[Aim of the task]
Across the records below, count the lines that contain "nodes" and write down only the count.

----

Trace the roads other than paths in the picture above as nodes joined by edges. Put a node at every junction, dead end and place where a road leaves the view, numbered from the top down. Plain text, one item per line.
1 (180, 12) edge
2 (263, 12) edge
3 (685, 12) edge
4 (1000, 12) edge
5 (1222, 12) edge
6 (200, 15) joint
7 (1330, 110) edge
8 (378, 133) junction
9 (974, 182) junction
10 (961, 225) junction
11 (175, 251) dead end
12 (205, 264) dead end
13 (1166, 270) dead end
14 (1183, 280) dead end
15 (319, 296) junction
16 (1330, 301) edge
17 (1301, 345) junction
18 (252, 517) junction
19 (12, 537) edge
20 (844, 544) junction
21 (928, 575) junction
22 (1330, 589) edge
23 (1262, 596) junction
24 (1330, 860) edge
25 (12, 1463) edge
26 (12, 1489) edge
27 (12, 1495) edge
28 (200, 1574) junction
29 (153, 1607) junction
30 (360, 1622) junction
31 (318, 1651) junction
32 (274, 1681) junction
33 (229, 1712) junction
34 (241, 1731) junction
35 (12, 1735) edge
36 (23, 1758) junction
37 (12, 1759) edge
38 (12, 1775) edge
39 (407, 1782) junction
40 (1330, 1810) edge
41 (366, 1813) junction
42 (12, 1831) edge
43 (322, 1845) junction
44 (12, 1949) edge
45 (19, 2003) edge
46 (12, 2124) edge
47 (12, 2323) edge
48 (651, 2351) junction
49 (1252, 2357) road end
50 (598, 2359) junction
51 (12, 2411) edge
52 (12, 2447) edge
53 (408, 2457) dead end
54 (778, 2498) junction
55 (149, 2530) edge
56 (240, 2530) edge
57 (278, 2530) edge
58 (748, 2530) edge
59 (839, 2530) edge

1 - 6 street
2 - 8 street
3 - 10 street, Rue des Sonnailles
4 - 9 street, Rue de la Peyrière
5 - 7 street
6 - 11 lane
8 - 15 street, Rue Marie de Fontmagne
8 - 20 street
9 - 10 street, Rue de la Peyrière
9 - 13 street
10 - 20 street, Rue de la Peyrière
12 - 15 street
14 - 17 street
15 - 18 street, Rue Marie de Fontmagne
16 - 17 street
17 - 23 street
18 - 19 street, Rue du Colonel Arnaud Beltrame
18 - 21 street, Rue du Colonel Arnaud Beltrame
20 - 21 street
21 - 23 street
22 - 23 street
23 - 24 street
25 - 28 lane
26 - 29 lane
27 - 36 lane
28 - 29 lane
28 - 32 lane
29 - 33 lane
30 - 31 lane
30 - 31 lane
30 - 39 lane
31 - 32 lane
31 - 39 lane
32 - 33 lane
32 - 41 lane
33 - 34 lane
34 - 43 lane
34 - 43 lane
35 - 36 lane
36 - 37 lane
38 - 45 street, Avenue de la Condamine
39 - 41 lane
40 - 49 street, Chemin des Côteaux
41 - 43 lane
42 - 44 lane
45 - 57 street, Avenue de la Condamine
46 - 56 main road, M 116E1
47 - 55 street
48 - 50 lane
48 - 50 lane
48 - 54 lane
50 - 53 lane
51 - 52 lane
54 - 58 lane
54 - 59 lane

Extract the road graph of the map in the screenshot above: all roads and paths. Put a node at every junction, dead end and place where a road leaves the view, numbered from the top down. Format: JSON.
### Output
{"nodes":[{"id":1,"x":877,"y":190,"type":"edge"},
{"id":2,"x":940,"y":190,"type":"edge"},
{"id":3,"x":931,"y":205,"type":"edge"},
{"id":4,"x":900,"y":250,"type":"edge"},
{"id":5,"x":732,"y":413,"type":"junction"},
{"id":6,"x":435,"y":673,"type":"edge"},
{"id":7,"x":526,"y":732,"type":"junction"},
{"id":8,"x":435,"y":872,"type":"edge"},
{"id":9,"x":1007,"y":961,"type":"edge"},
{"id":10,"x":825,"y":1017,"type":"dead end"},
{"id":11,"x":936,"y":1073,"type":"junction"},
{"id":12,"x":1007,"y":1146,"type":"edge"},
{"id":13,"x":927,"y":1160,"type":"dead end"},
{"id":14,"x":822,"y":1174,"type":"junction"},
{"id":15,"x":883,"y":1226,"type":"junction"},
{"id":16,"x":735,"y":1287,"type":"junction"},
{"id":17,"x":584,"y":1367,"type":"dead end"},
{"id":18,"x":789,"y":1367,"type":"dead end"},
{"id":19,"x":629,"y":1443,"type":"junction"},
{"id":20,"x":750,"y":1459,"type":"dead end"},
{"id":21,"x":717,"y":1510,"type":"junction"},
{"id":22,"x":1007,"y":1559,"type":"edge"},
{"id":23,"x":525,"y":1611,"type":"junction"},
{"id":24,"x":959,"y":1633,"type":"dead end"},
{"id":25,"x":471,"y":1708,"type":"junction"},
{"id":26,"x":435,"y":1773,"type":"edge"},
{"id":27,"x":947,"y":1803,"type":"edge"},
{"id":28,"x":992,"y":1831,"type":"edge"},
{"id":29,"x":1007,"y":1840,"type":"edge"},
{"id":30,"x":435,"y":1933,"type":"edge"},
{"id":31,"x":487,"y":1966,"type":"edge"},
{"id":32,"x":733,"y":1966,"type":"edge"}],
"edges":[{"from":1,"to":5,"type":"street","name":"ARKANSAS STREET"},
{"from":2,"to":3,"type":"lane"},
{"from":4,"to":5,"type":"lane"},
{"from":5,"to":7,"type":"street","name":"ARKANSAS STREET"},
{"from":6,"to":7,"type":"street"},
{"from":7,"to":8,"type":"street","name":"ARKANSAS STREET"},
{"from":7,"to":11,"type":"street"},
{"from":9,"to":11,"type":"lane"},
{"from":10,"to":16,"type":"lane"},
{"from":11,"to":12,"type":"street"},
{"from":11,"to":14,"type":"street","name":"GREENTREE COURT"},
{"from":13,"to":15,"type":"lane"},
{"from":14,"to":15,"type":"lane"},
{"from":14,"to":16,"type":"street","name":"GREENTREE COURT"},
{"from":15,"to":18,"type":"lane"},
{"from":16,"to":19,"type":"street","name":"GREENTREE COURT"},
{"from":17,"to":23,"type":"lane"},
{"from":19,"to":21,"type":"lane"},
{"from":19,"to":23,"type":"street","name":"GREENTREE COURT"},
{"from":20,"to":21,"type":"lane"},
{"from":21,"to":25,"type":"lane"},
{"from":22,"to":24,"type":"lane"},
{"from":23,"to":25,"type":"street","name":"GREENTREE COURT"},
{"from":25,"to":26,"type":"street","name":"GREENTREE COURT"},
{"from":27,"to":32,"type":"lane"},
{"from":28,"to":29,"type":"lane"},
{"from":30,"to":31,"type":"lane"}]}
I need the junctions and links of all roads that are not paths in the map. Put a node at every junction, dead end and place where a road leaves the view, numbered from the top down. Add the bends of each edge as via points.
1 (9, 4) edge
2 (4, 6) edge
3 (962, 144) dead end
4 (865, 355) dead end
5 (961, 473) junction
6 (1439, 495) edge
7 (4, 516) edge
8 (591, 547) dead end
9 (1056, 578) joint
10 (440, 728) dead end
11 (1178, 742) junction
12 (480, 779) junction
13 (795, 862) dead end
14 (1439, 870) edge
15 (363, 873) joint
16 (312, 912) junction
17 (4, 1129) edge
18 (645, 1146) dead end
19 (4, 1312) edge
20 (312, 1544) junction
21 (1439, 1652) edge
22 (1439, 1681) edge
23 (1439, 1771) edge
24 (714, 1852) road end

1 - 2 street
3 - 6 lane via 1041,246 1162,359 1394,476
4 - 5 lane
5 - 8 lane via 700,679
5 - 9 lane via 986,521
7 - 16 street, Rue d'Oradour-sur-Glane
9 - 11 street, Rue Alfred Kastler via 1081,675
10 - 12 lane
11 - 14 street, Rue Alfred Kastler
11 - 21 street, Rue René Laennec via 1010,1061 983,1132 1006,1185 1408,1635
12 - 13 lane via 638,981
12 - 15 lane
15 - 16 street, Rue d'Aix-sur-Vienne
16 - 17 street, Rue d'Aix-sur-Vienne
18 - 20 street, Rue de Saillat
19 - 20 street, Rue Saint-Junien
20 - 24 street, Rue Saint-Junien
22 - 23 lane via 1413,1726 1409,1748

----

[Exercise output]
2